In case you hadn’t got the memo, the band are instrumental. Well, they lack a dedicated singer anyway. Since their first full-length album, French Ghetto (noticed a pattern yet?), they’ve relied upon the vocal talents of a number of hired guns for those occasional moments Zachary Garren’s guitar steps away from the mic. Longtime collaborators Sara Glass, Kathleen Delano and Joey Lancaster do an admirable job layering soulful verses and buttery oohs seamlessly into the mix. I’m less enamoured of Nic Newsham’s contribution to “Thank God”. His nasal intonation clashes unpleasantly with the song’s RnB hook, and the lyrics – sincere or not – just come across a bit lame (“Having conversations with God / Cause I give what I cannot receive; love”).
One Irish band that appear to be influenced by Strawberry Girls, if only by zeitgeist-y osmosis, is All Tvvins. While guitarist Lar Kaye knew his way around a earworm guitar line back in his Adebisi Shank days, IIVV (which I ranked the #17 album of 2016) sits in that same sliver of the Venn diagram between math weirdness and pop bombast that Italian Ghosts does. It’s a bit of musical real estate I wish would expand, since it’s heavy and creative enough to take seriously but still palatable enough to pull in the uninitiated.

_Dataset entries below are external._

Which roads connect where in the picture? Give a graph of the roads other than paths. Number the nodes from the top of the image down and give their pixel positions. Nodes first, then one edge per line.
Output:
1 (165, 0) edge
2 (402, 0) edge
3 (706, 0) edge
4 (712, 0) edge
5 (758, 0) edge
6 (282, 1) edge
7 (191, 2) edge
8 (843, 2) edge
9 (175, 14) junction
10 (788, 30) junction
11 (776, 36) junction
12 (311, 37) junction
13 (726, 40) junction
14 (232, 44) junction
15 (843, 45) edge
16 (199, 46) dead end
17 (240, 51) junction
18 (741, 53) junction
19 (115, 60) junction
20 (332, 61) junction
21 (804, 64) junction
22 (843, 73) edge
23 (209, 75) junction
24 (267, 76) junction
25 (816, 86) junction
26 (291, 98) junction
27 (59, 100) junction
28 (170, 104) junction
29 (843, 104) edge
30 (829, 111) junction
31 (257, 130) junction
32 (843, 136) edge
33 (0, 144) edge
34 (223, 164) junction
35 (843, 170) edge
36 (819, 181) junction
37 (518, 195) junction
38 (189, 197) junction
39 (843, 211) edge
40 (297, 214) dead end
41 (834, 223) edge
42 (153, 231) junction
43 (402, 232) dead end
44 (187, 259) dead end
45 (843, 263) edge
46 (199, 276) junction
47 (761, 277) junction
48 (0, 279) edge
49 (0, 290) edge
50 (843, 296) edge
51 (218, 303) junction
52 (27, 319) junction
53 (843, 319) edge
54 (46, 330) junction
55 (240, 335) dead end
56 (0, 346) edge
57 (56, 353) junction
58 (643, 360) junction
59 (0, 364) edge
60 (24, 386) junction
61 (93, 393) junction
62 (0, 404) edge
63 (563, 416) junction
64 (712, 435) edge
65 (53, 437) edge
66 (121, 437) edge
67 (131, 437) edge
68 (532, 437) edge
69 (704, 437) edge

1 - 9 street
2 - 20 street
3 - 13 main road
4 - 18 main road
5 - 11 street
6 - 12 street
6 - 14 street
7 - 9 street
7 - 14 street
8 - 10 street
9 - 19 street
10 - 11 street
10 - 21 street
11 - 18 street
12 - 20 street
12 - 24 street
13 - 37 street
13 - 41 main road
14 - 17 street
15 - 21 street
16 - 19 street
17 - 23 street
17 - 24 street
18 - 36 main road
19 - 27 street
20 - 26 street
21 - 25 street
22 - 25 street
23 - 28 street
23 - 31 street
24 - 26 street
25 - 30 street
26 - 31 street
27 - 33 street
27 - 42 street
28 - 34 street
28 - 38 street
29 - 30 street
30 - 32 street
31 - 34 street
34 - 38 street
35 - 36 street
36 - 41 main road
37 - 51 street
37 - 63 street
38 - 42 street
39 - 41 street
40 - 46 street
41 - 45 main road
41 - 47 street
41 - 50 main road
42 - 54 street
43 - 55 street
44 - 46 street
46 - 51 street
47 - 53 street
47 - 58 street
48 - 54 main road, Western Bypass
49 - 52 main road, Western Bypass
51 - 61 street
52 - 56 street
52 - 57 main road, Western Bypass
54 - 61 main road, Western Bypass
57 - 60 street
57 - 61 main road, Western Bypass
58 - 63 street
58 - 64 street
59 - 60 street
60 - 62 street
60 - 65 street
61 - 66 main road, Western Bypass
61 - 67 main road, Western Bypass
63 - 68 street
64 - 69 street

What’s clear after listening to Italian Ghosts (version 2.0) is that these songs didn’t get a fair shake the first time out. Far from an admission of creative bankruptcy, the subtle but smart updates here show just how far Strawberry Girls have come in six short years. With their fresh coats of paint, old songs bleed seamlessly into new. No matter how much you clean a reel of tape, no remaster is going to accomplish that.